To say that the mainstream Left has forgotten how to dream is merely stating the obvious. The political tradition that once dreamed of democracy, socialism, anarchism, and feminism, that holds the Reverend Martin Luther King’s “I Have a Dream” speech as one of its finest moments, is now exemplified by the imagination-challenged Democratic Party and monochrome visions of a “sustainable future.” There is, however, a new type of dreaming happening on the outskirts of progressive politics.
It’s a cold night outside, but inside the St. Marks Church in New York City it’s stifling. An overflow crowd has come to hear Reverend Billy preach. Punctuated by emphatic “amens” from the crowd, the good Reverend energetically exhorts his flock to resist temptation. His choir, dressed in bright yellow and purple robes, launches into a spirited hymn and the audience joins in. Not an unusual scene for a church, except for a few things: Reverend Billy is a performance artist named Bill Talen, behind the pulpit is a ten-foot-high crucifix with a large stuffed Mickey Mouse nailed squarely upon it, and the sermon is on the evils of shopping. With the cadences, mannerisms, and impressive pompadour of a televangelist the Reverend launches into his sermon:
"This is the moment. We stop shopping. The revolution of no shopping. We can start trying to remember what we imagined. We can begin to recall what desire was when it was not supervised."

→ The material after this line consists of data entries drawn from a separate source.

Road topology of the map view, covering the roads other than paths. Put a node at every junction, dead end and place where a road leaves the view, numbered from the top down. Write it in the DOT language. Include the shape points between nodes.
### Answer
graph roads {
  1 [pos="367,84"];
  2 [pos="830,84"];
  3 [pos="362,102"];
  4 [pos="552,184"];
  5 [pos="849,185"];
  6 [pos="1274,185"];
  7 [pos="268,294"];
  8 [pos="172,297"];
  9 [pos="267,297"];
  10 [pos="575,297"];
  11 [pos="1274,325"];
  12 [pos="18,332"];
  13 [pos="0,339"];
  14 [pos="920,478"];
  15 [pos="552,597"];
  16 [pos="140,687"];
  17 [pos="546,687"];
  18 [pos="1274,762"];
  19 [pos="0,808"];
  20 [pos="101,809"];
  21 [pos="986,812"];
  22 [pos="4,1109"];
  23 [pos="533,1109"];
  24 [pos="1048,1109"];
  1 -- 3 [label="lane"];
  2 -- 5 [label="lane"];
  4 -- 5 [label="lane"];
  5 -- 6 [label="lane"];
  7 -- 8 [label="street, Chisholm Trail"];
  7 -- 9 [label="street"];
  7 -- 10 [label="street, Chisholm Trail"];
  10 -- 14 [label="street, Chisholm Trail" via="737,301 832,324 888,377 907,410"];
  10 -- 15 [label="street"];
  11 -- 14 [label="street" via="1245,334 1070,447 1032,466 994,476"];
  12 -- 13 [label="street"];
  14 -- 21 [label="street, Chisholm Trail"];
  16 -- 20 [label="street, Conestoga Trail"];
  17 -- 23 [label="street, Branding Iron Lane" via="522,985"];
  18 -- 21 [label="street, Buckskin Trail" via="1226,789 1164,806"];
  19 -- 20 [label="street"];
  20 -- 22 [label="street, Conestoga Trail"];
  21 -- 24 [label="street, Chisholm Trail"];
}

At first read this is just another arch-ironic send-up of organized religion. But it’s also something much more: the service is a genuine experience of communion and shared faith…built around an absurd demand: “the revolution of no shopping.” His congregation is not some ancient agrarian population where self-sufficiency is a possibility; Bill’s sermon is directed to an urban American audience for whom buying stuff is a necessity. Stop Shopping is an impossible dream. And the Reverend is not the only one dreaming such dreams.
It’s New Year’s Day 1994, the day the North American Free Trade Agreement goes into effect, and out of the mountains of Southern Mexico walk three thousand indigenous peasants wearing black ski masks, some carrying rifles, others merely machetes or long sticks, declaring war on the Mexican oligarchy. This Zapatista Army of National Liberation brazenly declares their plan, “to advance to the capital of the country, overcoming the Mexican Federal Army, protecting in our advance the civilian population, and permitting the people liberated to elect, freely and democratically, their own administrative authorities.”
It’s a tall order. The Mexican army is 130,000 soldiers strong and Mexico City is 663 very indirect miles away. Guerilla declarations are often full of bravado, but there’s a hint of something else going on here. The rebel’s declaration goes on to state: “We ask for the unconditional surrender of the enemy’s headquarters, before we begin combat, in order to avoid any loss of life.” Did I forget to mention the size and armament of the Zapatista “army”?
After capturing and briefly controlling the old colonial town of San Cristobel de las Casas, the Zapatistas retreated back into the jungle, but over the next decade their resident poet-in-arms, Subcomandante Marcos, continued to issue communiqués. Sometimes his missives were straightforward commentary on the state of the struggle or responses to Mexican politics, but other communiqués were allegorical tales, narratives in which politics were intertwined with dialogues between Marcos and a little beetle dubbed Durito, or made into surreal metaphor with commentary provided by a fictional character named Old Don Antonio. These are dreamscapes, not rational political communication.
There is much that separates the Church of Stop Shopping and the Zapatistas. The former is a political performance piece playing to an urbane audience, the latter an armed guerilla struggle of indigenous peasants in southern Mexico. But they do share something: the reach of their imagination. The dreams of Reverend Billy and Subcomandante Marcos move past the real: they are absurd, irrational, and seemingly impossible. In brief, they remain dreams.
Eduardo Galeano, the Uruguayan poet, writes of utopia.
"She’s on the horizon. . . . I go two steps, she moves two steps away. I walk ten steps and the horizon runs ten steps ahead. No matter how much I walk, I’ll never reach her. What good is utopia? That’s what: it’s good for walking."
This is the goal of these impossible dreams as well. The error is to see them as a blueprint for a new world. Instead they are dreams that we can imagine, think about, try on for size, yet necessarily never realize. They are a means to imagine new ends. Like a poem, these new political dreams are not meant to be read literally. A poem suggests what its language will never allow it to communicate. It evokes rather than describes. Furthermore, a poem encourages the reader to move past the words on the page into a space not yet defined; it builds an edifice to see what’s not there. In refusing to be reduced to rational plans, political dreams—like poems—ask us to imagine something truly new.
As such, the impossible dream has the possibility of creating a new world—as an illusion. This is not the delusion of believing that you already have created a new world (Stalin’s “actually existing Socialism”) but an illusion that gives direction and motivation that might just get you there. As the Parisian forebears of El Sup and the Rev wrote on the walls of their city in 1968: Soyons réalistes, demandons l’impossible! Be realistic, demand the impossible!